When you run quantitative research, you expect or assume something true. You set out to validate or invalidate that assumption by collecting specific data. To help you test that assumption, you look for patterns within your data to support or challenge that assumption. But the sample data you do have is just one of many possible variations of data you could’ve collected (jump to this Topic for more on variability).

Is your observed sample data a good estimate for the true population value?

You want to answer the question: “Is your observed sample data a good estimate for the true population value?” It’s hard to know if the patterns you found in your data are extreme or accurate for your population. In this situation, you turn to a significance test to help you answer this question.

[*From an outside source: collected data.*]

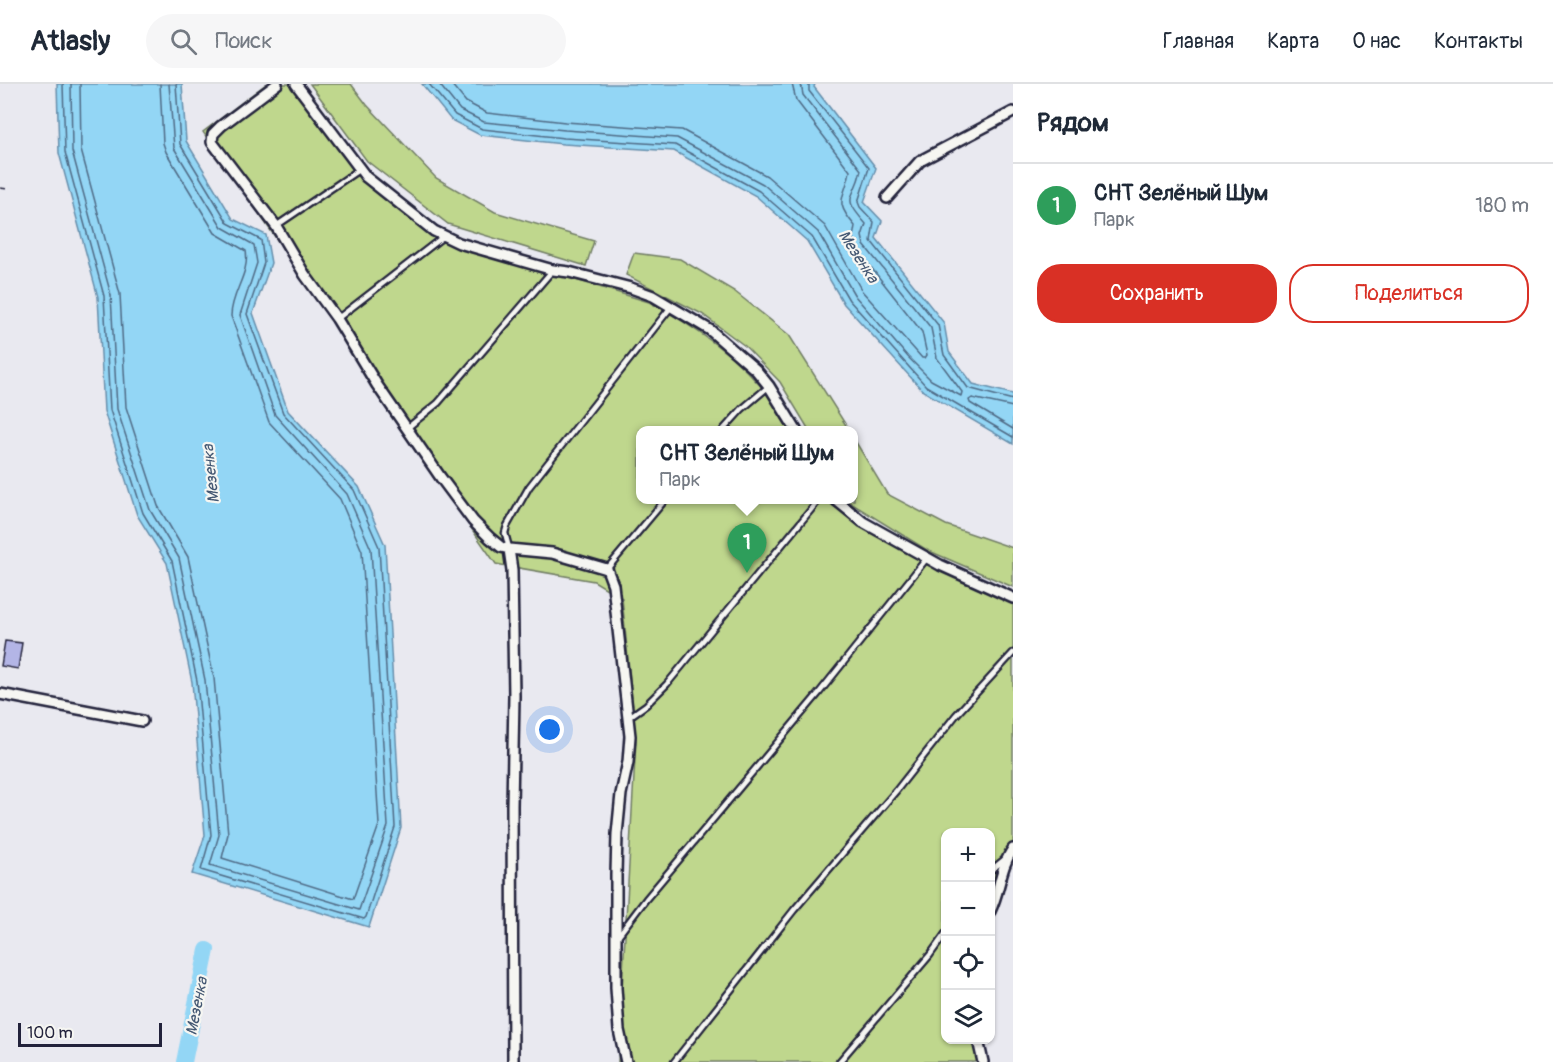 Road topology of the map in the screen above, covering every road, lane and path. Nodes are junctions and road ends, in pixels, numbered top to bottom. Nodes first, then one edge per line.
1 (277, 84) edge
2 (296, 84) edge
3 (1013, 112) edge
4 (360, 169) junction
5 (0, 188) edge
6 (9, 189) dead end
7 (887, 198) dead end
8 (276, 226) junction
9 (444, 236) junction
10 (554, 270) junction
11 (671, 307) junction
12 (337, 319) junction
13 (769, 386) junction
14 (726, 426) edge
15 (794, 426) edge
16 (406, 429) junction
17 (662, 504) edge
18 (816, 504) edge
19 (841, 504) edge
20 (509, 549) junction
21 (927, 558) junction
22 (607, 568) junction
23 (1013, 598) edge
24 (1013, 654) edge
25 (0, 694) edge
26 (629, 717) junction
27 (142, 721) dead end
28 (1010, 853) edge
29 (995, 866) edge
30 (995, 901) edge
31 (618, 936) junction
32 (944, 936) edge
33 (979, 1044) edge
34 (513, 1062) edge
35 (626, 1062) edge
36 (674, 1062) edge
37 (839, 1062) edge
38 (983, 1062) edge

1 - 8 street
2 - 4 street
3 - 7 street
4 - 8 lane
4 - 9 street
5 - 6 path
8 - 12 street
9 - 10 street
9 - 12 lane
10 - 11 street
10 - 16 lane
11 - 13 street
11 - 20 lane
12 - 16 street
13 - 14 lane
13 - 15 street
16 - 20 street
17 - 22 lane
18 - 26 lane
19 - 21 street
20 - 22 street
20 - 34 street
21 - 23 street
21 - 31 lane
22 - 26 street
24 - 36 lane
25 - 27 street
26 - 31 street
28 - 29 lane
28 - 30 street
31 - 35 street
32 - 37 lane
33 - 38 street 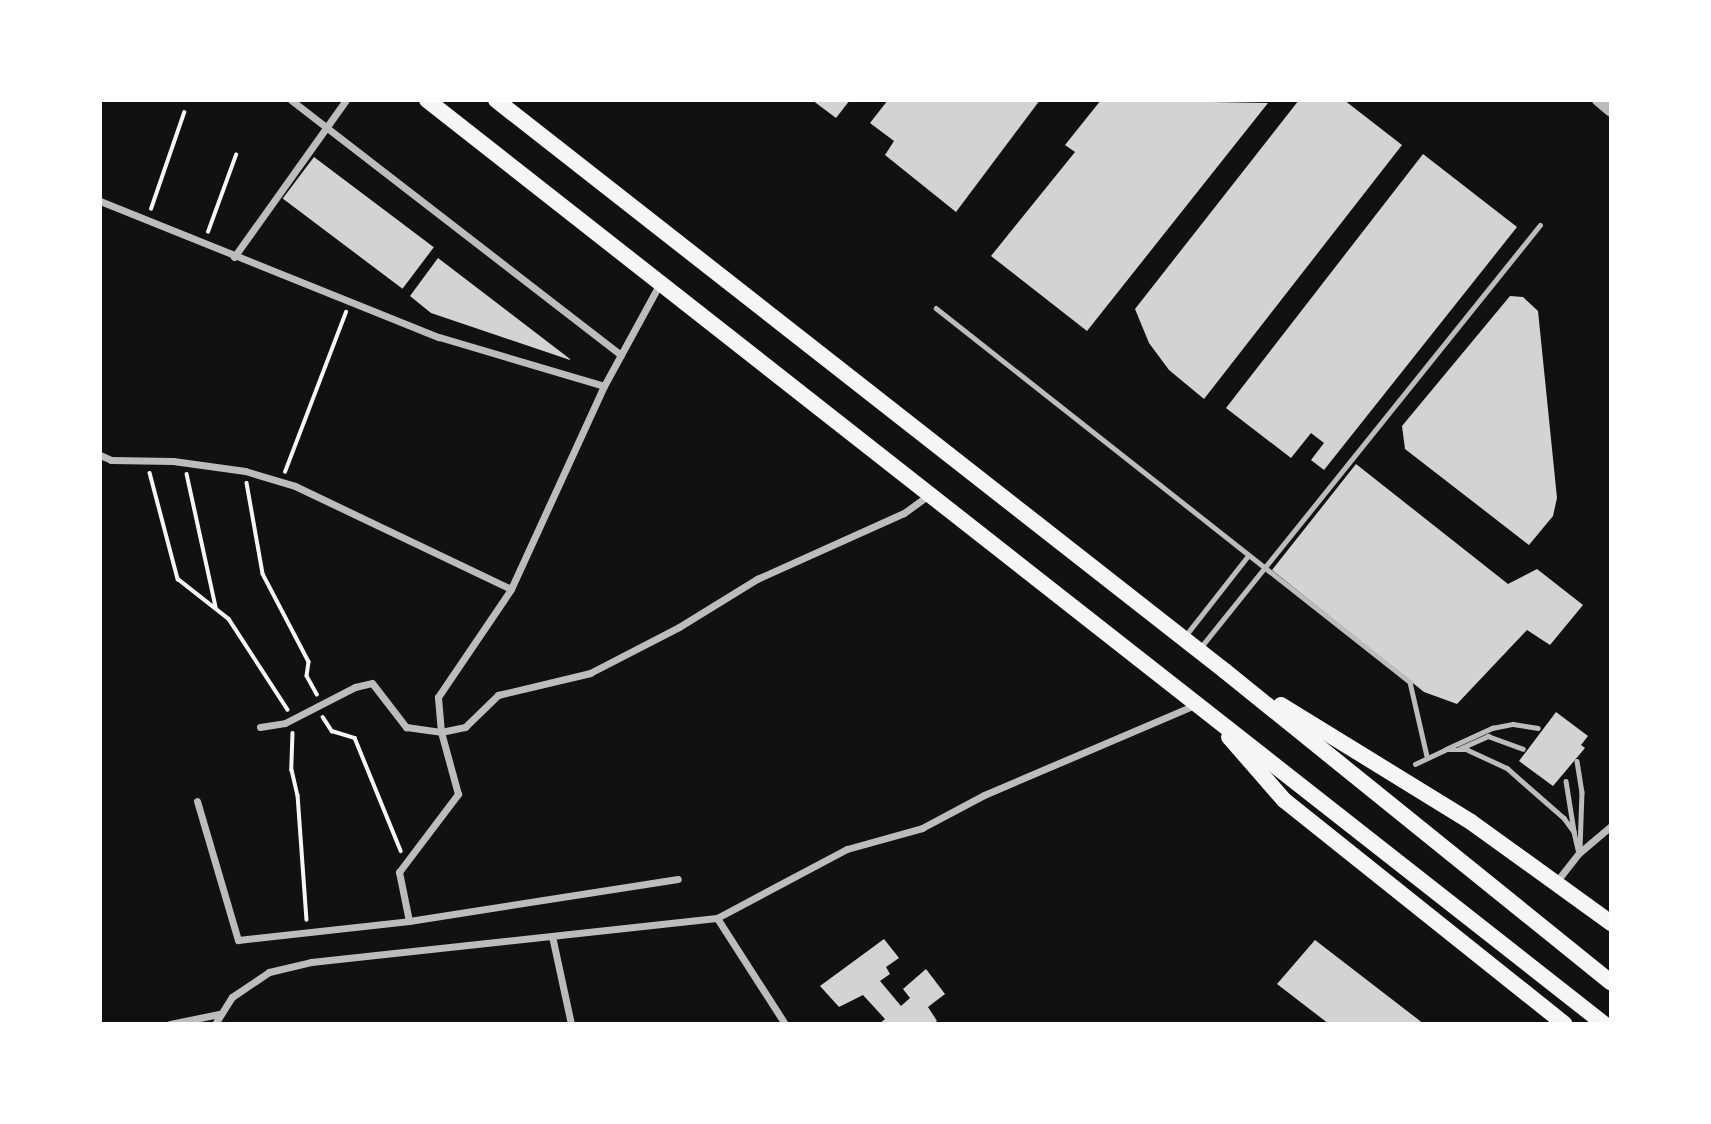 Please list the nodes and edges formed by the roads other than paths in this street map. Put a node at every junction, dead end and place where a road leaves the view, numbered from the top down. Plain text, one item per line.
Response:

Every significance test takes some input (aka your quantitative data), performs some calculations, and gives you an output. The output is a test statistic and a p-value covered more in this section. Many researchers use significance tests for the following listed reasons:

Common Purposes for Significance Tests

• Estimate population parameter (mean or proportion)
• Comparing two or more values (means or proportions)
• Test a research hypothesis
• Describing or modeling the relationship between two or more values

You can easily list the steps to use a significance test in the short space, shown below.

Steps to Use a Significance Test

• Step 1: Make Assumptions
• Step 2: Write Hypotheses
• Step 3: Plan and collect data to test hypotheses
• Step 4: Check if collected data meet test requirements
• Step 5: Calculate Test Statistic
• Step 6: Interpret test statistic
• Step 7: Decide to accept or fail to accept null hypothesis

But you must consider factors that aren't readily apparent within and across the steps. Some later steps might affect how you act in earlier steps, so read through the next subsection for more advice. You don’t want to use significance tests incorrectly, waste your limited time, and end up reporting distorted, skewed findings. You can learn more about the steps here.

If you use a significance test incorrectly, your results will be meaningless.

Significance tests help you look at your quantitative findings to see if they’re credible and help back up your understanding and interpretation of your data. Patterns that might seem true at a glance might prove to be nonexistent when you use these tests appropriately. When used correctly, significance tests can help give you confidence in your quantitative findings, making your research more trustworthy and credible.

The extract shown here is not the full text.